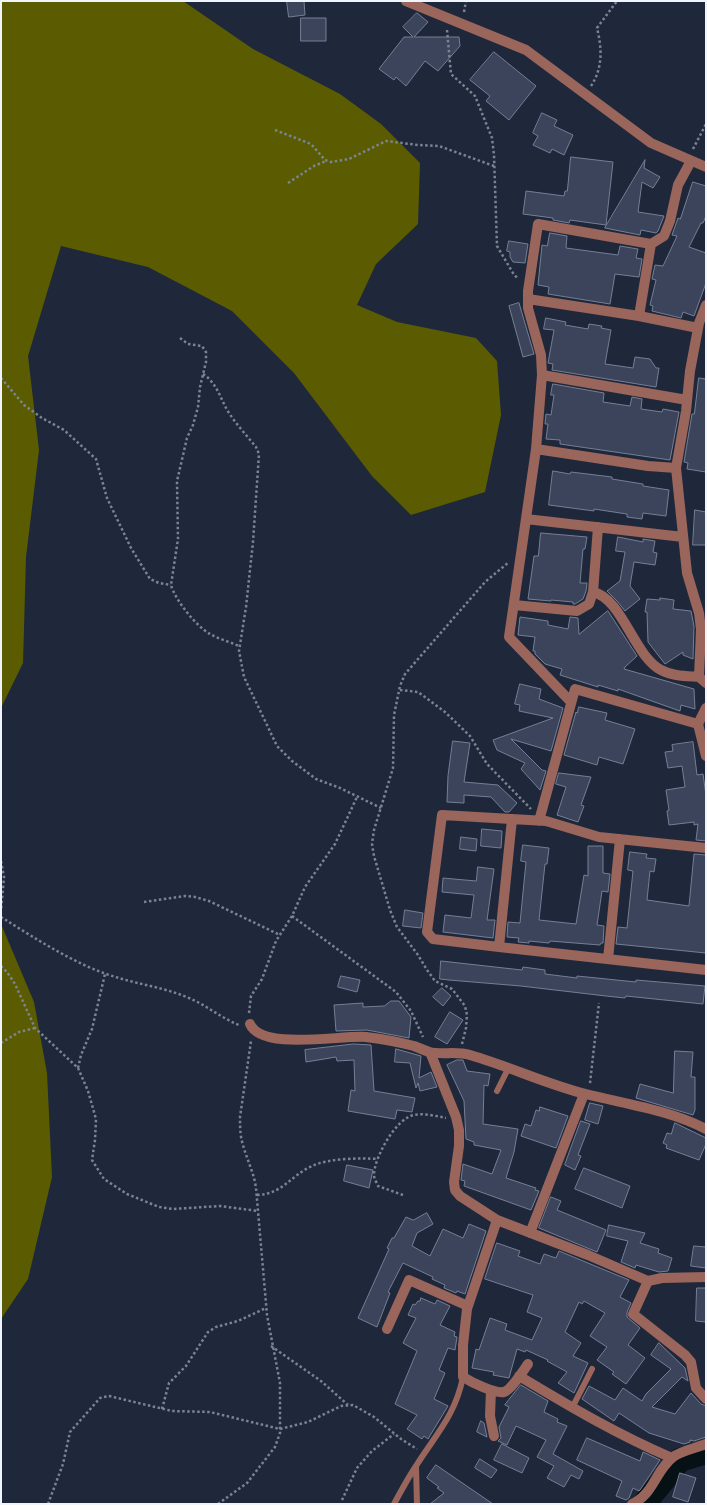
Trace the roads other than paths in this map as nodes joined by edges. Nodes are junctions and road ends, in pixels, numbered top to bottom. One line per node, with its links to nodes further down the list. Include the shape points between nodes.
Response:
1 (406, 1): 2 (street, via 526,50 651,143)
2 (691, 161): 3 (street); 4 (street, via 678,185 664,236)
3 (706, 167)
4 (651, 244): 5 (street, via 538,224); 7 (street)
5 (528, 295): 7 (street); 9 (street)
6 (706, 305): 8 (street)
7 (639, 316): 8 (street)
8 (698, 328): 10 (street)
9 (542, 375): 10 (street); 11 (street)
10 (687, 400): 12 (street)
11 (536, 449): 12 (street); 13 (street)
12 (676, 468): 15 (street)
13 (526, 519): 14 (street); 17 (street)
14 (598, 527): 15 (street); 16 (street)
15 (683, 537): 18 (street, via 687,573 699,613)
16 (593, 592): 17 (street, via 589,604 577,611); 18 (street, via 599,593 618,612 650,662 661,670)
17 (514, 605): 19 (street, via 509,638)
18 (702, 680)
19 (571, 702): 21 (street, via 575,689); 23 (street)
20 (706, 708): 21 (street)
21 (698, 724): 22 (street)
22 (706, 756)
23 (540, 817): 24 (street); 25 (street, via 599,837)
24 (512, 820): 27 (street); 27 (street, via 442,816 427,932 433,939)
25 (620, 839): 26 (street); 28 (street)
26 (706, 848)
27 (499, 947): 28 (street)
28 (608, 959): 29 (street)
29 (706, 970)
30 (251, 1027): 31 (street, via 267,1038 364,1037 415,1046)
31 (430, 1052): 32 (street, via 468,1054); 36 (street, via 457,1120 459,1146 455,1190)
32 (508, 1069): 33 (lane); 34 (street)
33 (497, 1091)
34 (586, 1094): 35 (street, via 661,1112); 37 (street)
35 (706, 1129)
36 (497, 1220): 37 (street); 40 (street)
37 (530, 1233): 39 (street)
38 (706, 1277): 39 (street)
39 (648, 1281): 47 (street, via 633,1314 691,1362 696,1388)
40 (468, 1306): 41 (street, via 409,1280); 45 (street)
41 (388, 1329)
42 (528, 1364): 44 (street)
43 (592, 1368): 48 (lane)
44 (519, 1376): 46 (street, via 504,1392); 48 (street)
45 (463, 1377): 46 (street); 52 (lane, via 452,1412)
46 (491, 1390): 49 (street, via 490,1416)
47 (706, 1400)
48 (572, 1408): 51 (street)
49 (494, 1436)
50 (706, 1444): 51 (street)
51 (672, 1458): 55 (street, via 645,1496)
52 (416, 1465): 53 (lane); 54 (lane)
53 (394, 1504)
54 (417, 1504)
55 (632, 1504)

Problem details :: Images in the records should not be copied. Repeat all the rest exactly.

Task answer ::
Trace the roads other than paths in this map as nodes joined by edges. Nodes are junctions and road ends, in pixels, numbered top to bottom. One line per node, with its links to nodes further down the list. Include the shape points between nodes.
Response:
1 (406, 1): 2 (street, via 526,50 651,143)
2 (691, 161): 3 (street); 4 (street, via 678,185 664,236)
3 (706, 167)
4 (651, 244): 5 (street, via 538,224); 7 (street)
5 (528, 295): 7 (street); 9 (street)
6 (706, 305): 8 (street)
7 (639, 316): 8 (street)
8 (698, 328): 10 (street)
9 (542, 375): 10 (street); 11 (street)
10 (687, 400): 12 (street)
11 (536, 449): 12 (street); 13 (street)
12 (676, 468): 15 (street)
13 (526, 519): 14 (street); 17 (street)
14 (598, 527): 15 (street); 16 (street)
15 (683, 537): 18 (street, via 687,573 699,613)
16 (593, 592): 17 (street, via 589,604 577,611); 18 (street, via 599,593 618,612 650,662 661,670)
17 (514, 605): 19 (street, via 509,638)
18 (702, 680)
19 (571, 702): 21 (street, via 575,689); 23 (street)
20 (706, 708): 21 (street)
21 (698, 724): 22 (street)
22 (706, 756)
23 (540, 817): 24 (street); 25 (street, via 599,837)
24 (512, 820): 27 (street); 27 (street, via 442,816 427,932 433,939)
25 (620, 839): 26 (street); 28 (street)
26 (706, 848)
27 (499, 947): 28 (street)
28 (608, 959): 29 (street)
29 (706, 970)
30 (251, 1027): 31 (street, via 267,1038 364,1037 415,1046)
31 (430, 1052): 32 (street, via 468,1054); 36 (street, via 457,1120 459,1146 455,1190)
32 (508, 1069): 33 (lane); 34 (street)
33 (497, 1091)
34 (586, 1094): 35 (street, via 661,1112); 37 (street)
35 (706, 1129)
36 (497, 1220): 37 (street); 40 (street)
37 (530, 1233): 39 (street)
38 (706, 1277): 39 (street)
39 (648, 1281): 47 (street, via 633,1314 691,1362 696,1388)
40 (468, 1306): 41 (street, via 409,1280); 45 (street)
41 (388, 1329)
42 (528, 1364): 44 (street)
43 (592, 1368): 48 (lane)
44 (519, 1376): 46 (street, via 504,1392); 48 (street)
45 (463, 1377): 46 (street); 52 (lane, via 452,1412)
46 (491, 1390): 49 (street, via 490,1416)
47 (706, 1400)
48 (572, 1408): 51 (street)
49 (494, 1436)
50 (706, 1444): 51 (street)
51 (672, 1458): 55 (street, via 645,1496)
52 (416, 1465): 53 (lane); 54 (lane)
53 (394, 1504)
54 (417, 1504)
55 (632, 1504)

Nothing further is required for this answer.